Across lawns and framed by twin palm trunks and running across the night a long low apartment block, covered in grey stucco, stands dimly at the darkened end of the route. Somewhere else the roads continue, maybe beneath me, maybe over a high plain, maybe in the violet shadows I toe into. When the road ends in the city it is with sorrow. Here stands the terminal ash to be shaken off into the night. The edges of lukewarm things, when half in shadow, half inviting, although so continuous and impermeable, are crisp and glistening in twilight. The sweat that cools on its surface becomes a finer sheen with the settling and redistribution of the beadlets. That slickness lines her hairless arm. Her arm is parallel to the window horizon, slightly above it because her hand grasps the top of the seat. Her lips rest against her forearm, dampened. Her eyes are fixed low, where the building meets the lawn. There is a border of dirt around the base but no plants, no coverage. The wall stands immaculately illuminated in absent moonlight that clears the surface of all texture and grain. At the end of the route, to my left, a shear grey face looms. I face it directly and its edges and solidity slip away behind the night into the violet space behind nocturnal things. As a single lit face presiding over a dim lawn, I see the profile of the block invert and recede. With shadowless and flat faces it is possible to see, in the benign lack of depth, a hollow, a shelter half mourning its incompleteness. Textures and value minutiae allude to this shape as not even the enclosure of a space but an aperture in the night, behind which lies a vast griseous demesne. With the same wan posture, the shape looms toward me with so many other protracted intrusions that the night spueth out. The shape is borne atop the stretch of my arm, a shimmering horizon crowned by a dull jewel.
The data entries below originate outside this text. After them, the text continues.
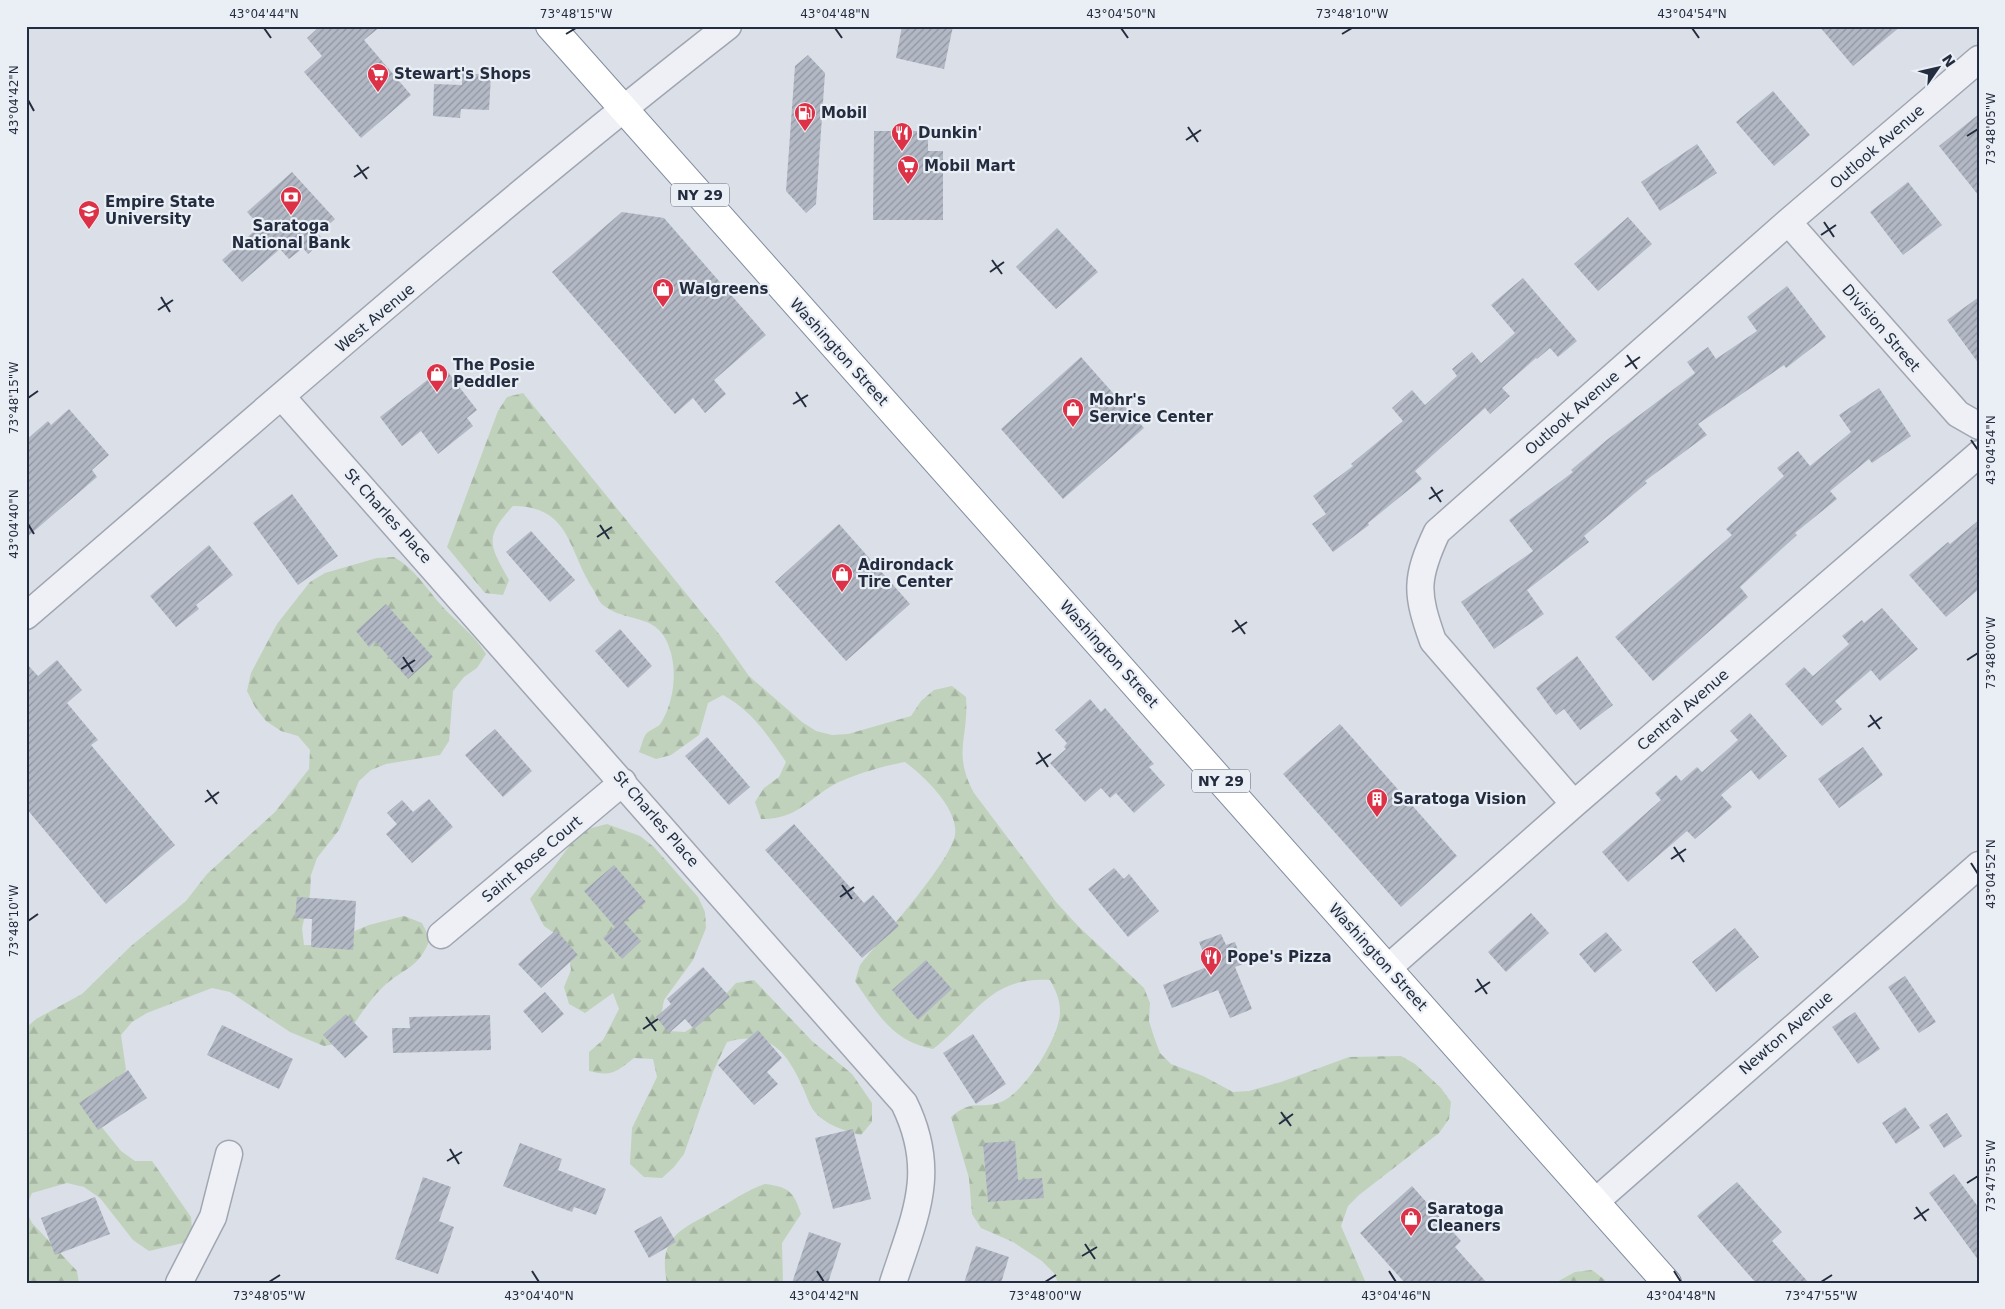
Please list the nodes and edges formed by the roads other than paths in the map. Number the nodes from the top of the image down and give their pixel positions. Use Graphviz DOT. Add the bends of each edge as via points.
graph roads {
  1 [pos="550,26"];
  2 [pos="728,26"];
  3 [pos="1979,59"];
  4 [pos="624,110"];
  5 [pos="1788,222"];
  6 [pos="282,397"];
  7 [pos="1979,426"];
  8 [pos="1979,454"];
  9 [pos="26,616"];
  10 [pos="623,782"];
  11 [pos="1574,804"];
  12 [pos="1979,865"];
  13 [pos="440,935"];
  14 [pos="1388,968"];
  15 [pos="229,1154"];
  16 [pos="1595,1202"];
  17 [pos="179,1283"];
  18 [pos="893,1283"];
  19 [pos="1667,1283"];
  1 -- 4 [label="highway, Washington Street / NY 29"];
  2 -- 4 [label="street, West Avenue"];
  3 -- 5 [label="street, Outlook Avenue"];
  4 -- 6 [label="street, West Avenue"];
  4 -- 14 [label="highway, Washington Street / NY 29"];
  5 -- 7 [label="street, Division Street" via="1958,414"];
  5 -- 11 [label="street, Outlook Avenue" via="1437,532 1423,563 1419,588 1423,614 1433,641"];
  6 -- 9 [label="street, West Avenue"];
  6 -- 10 [label="street, St Charles Place"];
  8 -- 11 [label="street, Central Avenue"];
  10 -- 13 [label="street, Saint Rose Court"];
  10 -- 18 [label="street, St Charles Place" via="904,1103 920,1144 922,1174 916,1211"];
  11 -- 14 [label="street, Central Avenue"];
  12 -- 16 [label="street, Newton Avenue"];
  14 -- 16 [label="highway, Washington Street / NY 29"];
  15 -- 17 [label="street" via="213,1217"];
  16 -- 19 [label="highway, Washington Street / NY 29"];
}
Slowly a face in shade folds out from the east as I move further, my feet now full depth into the night. I look upon the neutral mass to throw back repentance from my carriage. It does not gesture, cringe, or shrug under the received tribulations of an entire citys night. Seeming to always remain in pale balance, almost with rosy undertones, as I glaze upon it the sorrows of and the blame for its barren perimeter. Where shall the lights not cast out onto the lawns; where shall I lay at the frays of the violet unknowns?